Stored items

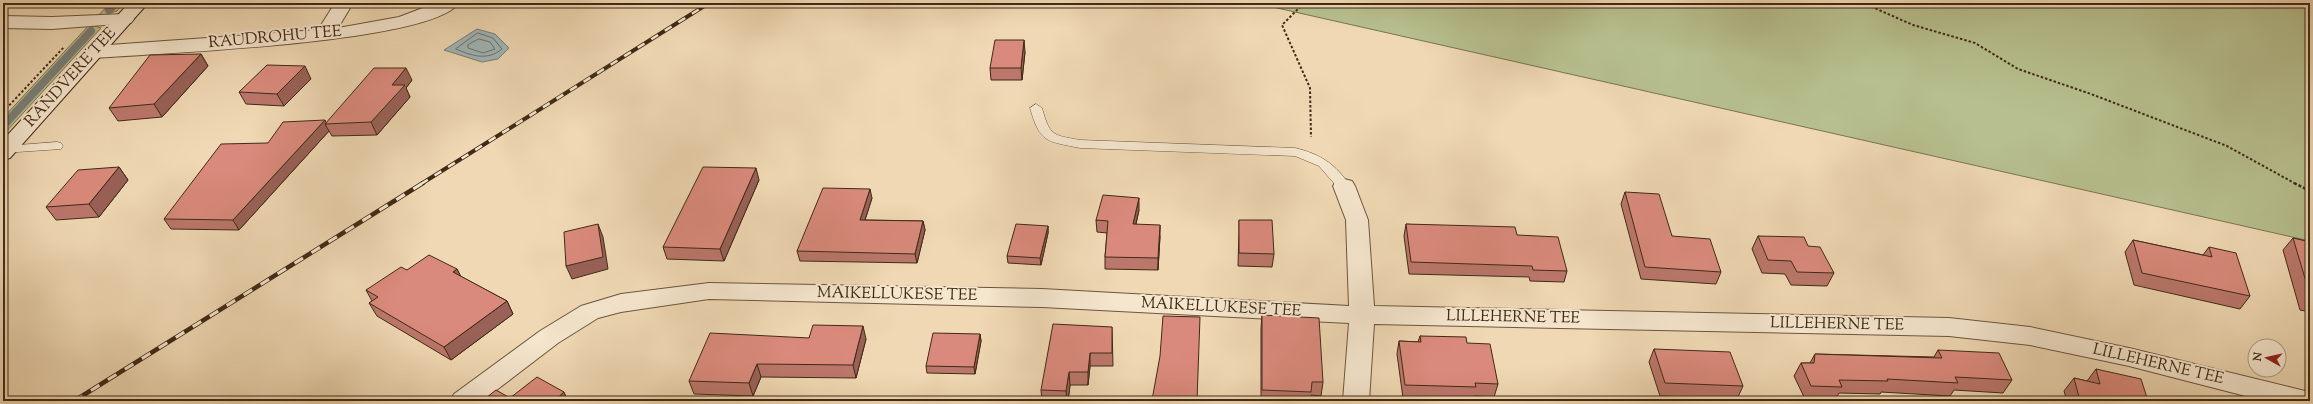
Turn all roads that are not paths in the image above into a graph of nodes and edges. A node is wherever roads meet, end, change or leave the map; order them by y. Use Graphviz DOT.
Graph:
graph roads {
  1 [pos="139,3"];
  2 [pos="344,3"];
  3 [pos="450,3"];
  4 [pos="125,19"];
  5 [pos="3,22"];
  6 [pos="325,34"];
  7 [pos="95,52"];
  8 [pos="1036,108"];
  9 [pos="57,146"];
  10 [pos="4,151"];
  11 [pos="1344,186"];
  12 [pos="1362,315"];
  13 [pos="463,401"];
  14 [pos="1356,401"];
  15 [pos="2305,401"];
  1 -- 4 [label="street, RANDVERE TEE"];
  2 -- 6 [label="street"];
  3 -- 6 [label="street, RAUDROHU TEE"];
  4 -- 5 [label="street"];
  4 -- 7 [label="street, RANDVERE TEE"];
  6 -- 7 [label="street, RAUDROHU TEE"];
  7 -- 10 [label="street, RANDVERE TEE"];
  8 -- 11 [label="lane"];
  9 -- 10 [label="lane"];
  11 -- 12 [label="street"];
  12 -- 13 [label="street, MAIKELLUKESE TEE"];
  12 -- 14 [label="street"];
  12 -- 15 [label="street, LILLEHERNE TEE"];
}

▸ What to work on:
Produce a verbatim copy of all records, minus pictures.

▸ Answer to the exercise:
Turn all roads that are not paths in the image above into a graph of nodes and edges. A node is wherever roads meet, end, change or leave the map; order them by y. Use Graphviz DOT.
Graph:
graph roads {
  1 [pos="139,3"];
  2 [pos="344,3"];
  3 [pos="450,3"];
  4 [pos="125,19"];
  5 [pos="3,22"];
  6 [pos="325,34"];
  7 [pos="95,52"];
  8 [pos="1036,108"];
  9 [pos="57,146"];
  10 [pos="4,151"];
  11 [pos="1344,186"];
  12 [pos="1362,315"];
  13 [pos="463,401"];
  14 [pos="1356,401"];
  15 [pos="2305,401"];
  1 -- 4 [label="street, RANDVERE TEE"];
  2 -- 6 [label="street"];
  3 -- 6 [label="street, RAUDROHU TEE"];
  4 -- 5 [label="street"];
  4 -- 7 [label="street, RANDVERE TEE"];
  6 -- 7 [label="street, RAUDROHU TEE"];
  7 -- 10 [label="street, RANDVERE TEE"];
  8 -- 11 [label="lane"];
  9 -- 10 [label="lane"];
  11 -- 12 [label="street"];
  12 -- 13 [label="street, MAIKELLUKESE TEE"];
  12 -- 14 [label="street"];
  12 -- 15 [label="street, LILLEHERNE TEE"];
}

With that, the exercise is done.